# Stopping progynova at 4 weeks?



## jesst (Apr 23, 2013)

Hi, I just completed an IVF cycle and am now 4 weeks pregnant. My clinic has just told me to continue taking Cyclogest pessaries but to stop taking Progynova immediately. I've stopped for the last two days now but having read through forum posts am now a little worried as it seems that most clinics advise women to continue taking Progynova till 12 weeks and gradually wean off. Will I be at risk of having a withdrawal bleed? Thanks very much for your help!


----------



## mazv (Jul 31, 2006)

Was this a donor or own egg cycle? Progynova is often used in donor cycles during the first trimester. Less common for it to be used in own egg cycles. Check with clinic if you are concerned or have questions..


----------



## jesst (Apr 23, 2013)

mazv said:


> Was this a donor or own egg cycle? Progynova is often used in donor cycles during the first trimester. Less common for it to be used in own egg cycles. Check with clinic if you are concerned or have questions..
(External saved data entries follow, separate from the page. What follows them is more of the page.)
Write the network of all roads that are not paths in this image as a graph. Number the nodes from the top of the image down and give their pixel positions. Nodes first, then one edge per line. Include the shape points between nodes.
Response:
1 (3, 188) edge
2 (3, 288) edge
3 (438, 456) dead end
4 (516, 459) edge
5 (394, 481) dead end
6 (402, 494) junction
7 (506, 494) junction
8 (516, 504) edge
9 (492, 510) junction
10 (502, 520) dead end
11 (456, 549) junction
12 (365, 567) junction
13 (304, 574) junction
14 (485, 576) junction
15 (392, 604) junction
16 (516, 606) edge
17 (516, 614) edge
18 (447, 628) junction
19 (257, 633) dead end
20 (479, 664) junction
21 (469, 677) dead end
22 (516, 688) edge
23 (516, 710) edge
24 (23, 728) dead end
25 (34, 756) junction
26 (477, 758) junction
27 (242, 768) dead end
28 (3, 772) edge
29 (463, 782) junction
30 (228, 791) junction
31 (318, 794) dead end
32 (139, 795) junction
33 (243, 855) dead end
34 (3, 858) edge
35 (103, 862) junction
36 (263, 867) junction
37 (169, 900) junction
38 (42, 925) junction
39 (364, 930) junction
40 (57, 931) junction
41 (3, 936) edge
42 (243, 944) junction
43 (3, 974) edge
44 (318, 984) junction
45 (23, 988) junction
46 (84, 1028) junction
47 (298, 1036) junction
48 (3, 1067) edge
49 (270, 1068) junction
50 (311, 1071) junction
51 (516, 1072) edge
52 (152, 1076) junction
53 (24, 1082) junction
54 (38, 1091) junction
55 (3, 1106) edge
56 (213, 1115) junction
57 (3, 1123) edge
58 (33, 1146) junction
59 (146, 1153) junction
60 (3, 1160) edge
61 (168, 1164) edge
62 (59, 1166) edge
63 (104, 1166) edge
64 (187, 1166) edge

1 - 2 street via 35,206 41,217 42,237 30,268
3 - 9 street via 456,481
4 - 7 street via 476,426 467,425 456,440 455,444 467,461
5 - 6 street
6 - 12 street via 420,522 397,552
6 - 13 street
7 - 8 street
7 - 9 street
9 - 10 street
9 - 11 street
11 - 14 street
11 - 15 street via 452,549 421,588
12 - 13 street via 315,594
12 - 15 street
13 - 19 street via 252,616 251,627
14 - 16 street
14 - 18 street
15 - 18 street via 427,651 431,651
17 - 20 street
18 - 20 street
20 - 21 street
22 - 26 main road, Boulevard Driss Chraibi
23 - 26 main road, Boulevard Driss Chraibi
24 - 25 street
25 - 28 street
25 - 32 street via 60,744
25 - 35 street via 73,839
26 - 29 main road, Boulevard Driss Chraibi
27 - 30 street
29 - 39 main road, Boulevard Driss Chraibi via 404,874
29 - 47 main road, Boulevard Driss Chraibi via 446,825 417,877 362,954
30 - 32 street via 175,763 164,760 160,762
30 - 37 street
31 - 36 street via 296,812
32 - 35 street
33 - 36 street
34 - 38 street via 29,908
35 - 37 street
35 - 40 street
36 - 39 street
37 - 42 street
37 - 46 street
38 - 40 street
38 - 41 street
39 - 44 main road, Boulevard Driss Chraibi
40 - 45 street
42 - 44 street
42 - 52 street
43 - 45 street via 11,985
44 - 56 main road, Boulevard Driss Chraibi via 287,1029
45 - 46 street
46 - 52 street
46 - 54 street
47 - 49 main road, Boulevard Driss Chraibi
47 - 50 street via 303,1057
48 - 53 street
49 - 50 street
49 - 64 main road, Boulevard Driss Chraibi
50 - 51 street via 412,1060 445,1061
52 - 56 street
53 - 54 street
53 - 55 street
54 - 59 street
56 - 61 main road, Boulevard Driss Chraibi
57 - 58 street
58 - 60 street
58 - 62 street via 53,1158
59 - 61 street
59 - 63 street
Hi, this was an own egg cycle, that makes a lot more sense then. Is it because my body produced the eggs so it's also producing sufficient oestrogen naturally as well? I did speak to my nurse again, she said I don't need it anymore but I can continue taking it if I want (!). So I'm guessing she's asking me to continue for my own peace of mind. However, given all the health warnings about progynova and birth defects, I'm just taking one a day for a week, hopefully that'll be alright. Thanks for the reply!


----------